Eastern Africa: ministers endorse UNODC regional programme

Photo:UNODC24 November 2009 - Today, ministers of 13 Eastern African countries signed, in Nairobi, a joint political declaration endorsing the UNODC Eastern Africa programme for 2009-2012.

"In Eastern Africa, warning lights are flashing - we must respond immediately", warned UNODC Executive Director Antonio Maria Costa, speaking at the regional ministerial conference on "Promoting the Rule of Law and Human Security in Eastern Africa". He added that Eastern Africa is under threat from all sides: smuggling and piracy along its coast, trafficking through its airspace and across porous borders, and the spillover of threats from unstable neighbours.

This regional UNODC programme is based on three pillars: countering trafficking, organized crime and terrorism; fighting corruption and promoting justice and integrity; and improving health and human development. Such a comprehensive programme is urgently needed because Eastern Africa is vulnerable to drugs and crime due to conflict, poverty and a weak rule of law.

This vulnerability is being exploited by criminals who illegally import weapons, hazardous waste, counterfeit medicines and drugs, including 30-35 tons of heroin every year. Resources such as minerals, hardwood and endangered species are being smuggled out. Eastern Africa has also become a major source of migrants being smuggled into Europe.

This upsurge in criminal activity is a threat to health, security, development and justice. "Organized crime is preying on a region already suffering from so many tragedies and, as a result, is putting Eastern Africa in even greater danger", warned the head of UNODC.

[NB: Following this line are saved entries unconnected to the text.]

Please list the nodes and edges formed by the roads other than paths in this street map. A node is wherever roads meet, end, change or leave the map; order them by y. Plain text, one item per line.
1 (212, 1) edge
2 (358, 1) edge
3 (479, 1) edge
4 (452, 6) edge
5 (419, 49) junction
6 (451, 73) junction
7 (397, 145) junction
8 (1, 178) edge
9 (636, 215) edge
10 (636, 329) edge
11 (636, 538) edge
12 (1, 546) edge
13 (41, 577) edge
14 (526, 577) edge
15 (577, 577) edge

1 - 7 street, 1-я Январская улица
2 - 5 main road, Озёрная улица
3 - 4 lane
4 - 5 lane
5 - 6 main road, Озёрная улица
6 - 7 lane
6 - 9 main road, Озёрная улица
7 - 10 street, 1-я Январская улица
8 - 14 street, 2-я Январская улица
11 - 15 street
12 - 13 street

To ameliorate this situation, the regional programme aims to achieve the folowing objectives: more data on drugs and crime in the region; increased capacity of Governments (against crime and corruption); criminal justice reform (including the creation of transnational organized crime units); greater regional cooperation (including intelligence-sharing); legal assistance (in implementing the United Nations conventions against organized crime and corruption); and greater access to drug and HIV treatment.